Task description => From the entries below, extract every line that includes the word "dead".

=== Supplied data ===

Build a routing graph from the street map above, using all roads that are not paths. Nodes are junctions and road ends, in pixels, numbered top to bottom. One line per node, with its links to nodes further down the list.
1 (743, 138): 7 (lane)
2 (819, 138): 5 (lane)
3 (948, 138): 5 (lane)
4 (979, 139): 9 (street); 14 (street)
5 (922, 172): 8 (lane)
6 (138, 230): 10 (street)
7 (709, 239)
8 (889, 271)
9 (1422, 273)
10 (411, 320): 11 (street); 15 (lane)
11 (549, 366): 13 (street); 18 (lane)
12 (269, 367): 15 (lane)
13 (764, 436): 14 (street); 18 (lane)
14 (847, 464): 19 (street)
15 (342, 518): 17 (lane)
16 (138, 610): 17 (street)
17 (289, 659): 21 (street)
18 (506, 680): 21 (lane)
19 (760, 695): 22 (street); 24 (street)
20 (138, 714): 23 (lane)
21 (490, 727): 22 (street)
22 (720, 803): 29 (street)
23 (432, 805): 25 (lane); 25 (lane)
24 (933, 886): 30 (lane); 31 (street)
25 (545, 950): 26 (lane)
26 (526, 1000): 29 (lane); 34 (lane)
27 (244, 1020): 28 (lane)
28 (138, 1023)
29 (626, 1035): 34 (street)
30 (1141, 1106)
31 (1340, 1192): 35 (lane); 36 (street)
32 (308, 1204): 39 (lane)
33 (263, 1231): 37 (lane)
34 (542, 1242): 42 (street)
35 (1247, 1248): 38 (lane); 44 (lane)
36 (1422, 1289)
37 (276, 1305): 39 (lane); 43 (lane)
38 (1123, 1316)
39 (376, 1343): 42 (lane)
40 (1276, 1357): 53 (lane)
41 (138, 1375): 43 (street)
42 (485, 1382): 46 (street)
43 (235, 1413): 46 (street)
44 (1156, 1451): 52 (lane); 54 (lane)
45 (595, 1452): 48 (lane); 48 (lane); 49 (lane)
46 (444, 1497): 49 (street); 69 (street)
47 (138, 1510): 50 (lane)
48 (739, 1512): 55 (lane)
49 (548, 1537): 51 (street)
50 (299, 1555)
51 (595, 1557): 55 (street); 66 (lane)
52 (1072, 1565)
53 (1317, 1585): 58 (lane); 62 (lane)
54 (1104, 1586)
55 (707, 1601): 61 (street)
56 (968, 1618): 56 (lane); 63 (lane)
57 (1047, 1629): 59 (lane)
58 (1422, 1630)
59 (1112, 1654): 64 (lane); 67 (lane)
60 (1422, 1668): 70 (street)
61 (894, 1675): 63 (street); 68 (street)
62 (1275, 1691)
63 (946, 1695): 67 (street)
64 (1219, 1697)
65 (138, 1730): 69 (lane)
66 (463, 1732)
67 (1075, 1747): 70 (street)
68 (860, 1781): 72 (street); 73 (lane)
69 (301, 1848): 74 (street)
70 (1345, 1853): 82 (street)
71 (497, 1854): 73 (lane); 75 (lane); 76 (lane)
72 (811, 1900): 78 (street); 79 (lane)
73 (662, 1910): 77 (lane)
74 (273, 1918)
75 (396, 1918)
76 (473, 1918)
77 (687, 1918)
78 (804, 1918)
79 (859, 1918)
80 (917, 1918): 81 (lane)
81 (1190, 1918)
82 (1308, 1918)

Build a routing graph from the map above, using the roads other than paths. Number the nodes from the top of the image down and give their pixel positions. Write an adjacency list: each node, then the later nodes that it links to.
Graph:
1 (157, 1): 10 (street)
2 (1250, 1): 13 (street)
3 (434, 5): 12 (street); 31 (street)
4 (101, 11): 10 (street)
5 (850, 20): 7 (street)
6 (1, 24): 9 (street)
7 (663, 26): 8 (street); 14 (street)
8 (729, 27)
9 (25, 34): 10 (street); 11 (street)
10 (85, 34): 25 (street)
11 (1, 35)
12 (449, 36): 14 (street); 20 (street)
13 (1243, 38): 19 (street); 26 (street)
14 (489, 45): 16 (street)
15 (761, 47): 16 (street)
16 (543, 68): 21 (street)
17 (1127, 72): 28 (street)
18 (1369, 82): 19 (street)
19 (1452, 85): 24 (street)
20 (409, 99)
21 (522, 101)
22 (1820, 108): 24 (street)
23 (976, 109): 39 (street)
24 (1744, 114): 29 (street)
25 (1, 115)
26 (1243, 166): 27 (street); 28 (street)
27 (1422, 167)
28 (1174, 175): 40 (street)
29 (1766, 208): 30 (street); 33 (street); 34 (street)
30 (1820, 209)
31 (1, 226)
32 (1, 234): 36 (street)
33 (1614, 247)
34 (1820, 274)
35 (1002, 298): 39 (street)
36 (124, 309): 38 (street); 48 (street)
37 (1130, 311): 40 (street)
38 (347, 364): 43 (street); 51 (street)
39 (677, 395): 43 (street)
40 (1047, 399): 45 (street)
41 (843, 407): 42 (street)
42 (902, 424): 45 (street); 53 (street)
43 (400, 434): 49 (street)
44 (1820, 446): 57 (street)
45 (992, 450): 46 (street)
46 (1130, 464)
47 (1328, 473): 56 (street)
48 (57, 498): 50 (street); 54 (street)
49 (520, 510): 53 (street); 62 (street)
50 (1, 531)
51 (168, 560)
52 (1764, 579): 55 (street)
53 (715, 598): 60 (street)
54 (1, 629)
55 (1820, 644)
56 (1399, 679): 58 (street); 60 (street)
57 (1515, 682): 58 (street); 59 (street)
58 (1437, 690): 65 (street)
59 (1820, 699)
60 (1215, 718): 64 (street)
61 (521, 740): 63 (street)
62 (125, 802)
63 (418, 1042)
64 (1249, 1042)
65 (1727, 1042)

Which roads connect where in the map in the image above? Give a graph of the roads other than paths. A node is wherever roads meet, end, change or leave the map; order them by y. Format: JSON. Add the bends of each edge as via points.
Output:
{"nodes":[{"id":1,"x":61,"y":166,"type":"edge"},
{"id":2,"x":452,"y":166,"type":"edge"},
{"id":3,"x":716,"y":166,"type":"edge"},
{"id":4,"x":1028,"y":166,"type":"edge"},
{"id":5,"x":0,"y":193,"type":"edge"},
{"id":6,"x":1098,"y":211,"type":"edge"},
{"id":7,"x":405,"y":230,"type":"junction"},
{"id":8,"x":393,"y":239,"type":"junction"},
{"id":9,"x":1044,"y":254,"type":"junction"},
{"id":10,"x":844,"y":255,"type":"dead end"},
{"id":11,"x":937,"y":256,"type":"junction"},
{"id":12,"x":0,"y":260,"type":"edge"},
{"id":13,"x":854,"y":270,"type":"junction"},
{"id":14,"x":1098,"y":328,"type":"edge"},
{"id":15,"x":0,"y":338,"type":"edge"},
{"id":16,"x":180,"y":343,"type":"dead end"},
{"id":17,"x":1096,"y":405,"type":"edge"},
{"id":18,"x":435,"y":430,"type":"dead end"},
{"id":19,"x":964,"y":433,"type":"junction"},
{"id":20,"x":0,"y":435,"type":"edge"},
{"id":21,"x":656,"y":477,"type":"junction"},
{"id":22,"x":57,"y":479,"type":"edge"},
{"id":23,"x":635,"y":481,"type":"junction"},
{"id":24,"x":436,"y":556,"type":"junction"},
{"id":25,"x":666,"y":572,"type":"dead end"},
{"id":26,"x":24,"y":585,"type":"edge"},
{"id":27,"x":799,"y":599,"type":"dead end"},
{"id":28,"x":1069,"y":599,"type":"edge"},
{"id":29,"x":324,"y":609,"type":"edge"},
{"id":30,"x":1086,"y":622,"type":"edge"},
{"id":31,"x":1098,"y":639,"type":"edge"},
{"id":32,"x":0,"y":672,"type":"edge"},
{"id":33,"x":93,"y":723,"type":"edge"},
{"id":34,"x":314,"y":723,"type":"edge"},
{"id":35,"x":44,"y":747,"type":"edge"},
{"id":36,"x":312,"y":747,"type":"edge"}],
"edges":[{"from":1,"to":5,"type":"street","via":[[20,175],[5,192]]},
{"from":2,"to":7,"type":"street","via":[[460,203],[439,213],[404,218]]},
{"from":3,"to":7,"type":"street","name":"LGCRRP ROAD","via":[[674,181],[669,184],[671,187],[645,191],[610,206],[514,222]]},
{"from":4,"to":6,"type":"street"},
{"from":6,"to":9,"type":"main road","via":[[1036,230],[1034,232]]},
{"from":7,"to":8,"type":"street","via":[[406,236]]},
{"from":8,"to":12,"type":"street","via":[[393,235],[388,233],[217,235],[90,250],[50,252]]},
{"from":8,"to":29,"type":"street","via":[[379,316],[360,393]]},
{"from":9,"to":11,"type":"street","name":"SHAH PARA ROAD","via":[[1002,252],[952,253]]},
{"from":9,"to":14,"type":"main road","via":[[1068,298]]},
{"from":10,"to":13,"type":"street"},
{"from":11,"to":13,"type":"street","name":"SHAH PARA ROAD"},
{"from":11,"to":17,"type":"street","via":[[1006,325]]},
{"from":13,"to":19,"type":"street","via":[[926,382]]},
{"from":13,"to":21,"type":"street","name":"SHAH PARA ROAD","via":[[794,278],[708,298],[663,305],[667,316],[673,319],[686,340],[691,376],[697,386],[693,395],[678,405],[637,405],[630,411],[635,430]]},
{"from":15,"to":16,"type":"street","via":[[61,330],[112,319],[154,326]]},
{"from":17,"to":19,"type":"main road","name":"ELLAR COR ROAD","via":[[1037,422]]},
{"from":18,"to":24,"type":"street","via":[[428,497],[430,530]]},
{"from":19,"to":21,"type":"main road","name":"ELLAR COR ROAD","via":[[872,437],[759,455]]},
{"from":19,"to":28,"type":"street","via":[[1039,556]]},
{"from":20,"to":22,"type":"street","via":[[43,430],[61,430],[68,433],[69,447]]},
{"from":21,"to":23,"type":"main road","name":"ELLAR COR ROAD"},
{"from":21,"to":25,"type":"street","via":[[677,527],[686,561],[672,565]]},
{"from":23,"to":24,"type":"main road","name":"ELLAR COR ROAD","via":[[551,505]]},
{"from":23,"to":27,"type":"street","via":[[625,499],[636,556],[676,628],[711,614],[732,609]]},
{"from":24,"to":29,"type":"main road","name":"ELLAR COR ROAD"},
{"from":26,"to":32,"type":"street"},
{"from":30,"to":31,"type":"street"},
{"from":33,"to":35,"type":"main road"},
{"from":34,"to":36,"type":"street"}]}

===

Solution for this exercise =>
{"id":10,"x":844,"y":255,"type":"dead end"},
{"id":16,"x":180,"y":343,"type":"dead end"},
{"id":18,"x":435,"y":430,"type":"dead end"},
{"id":25,"x":666,"y":572,"type":"dead end"},
{"id":27,"x":799,"y":599,"type":"dead end"},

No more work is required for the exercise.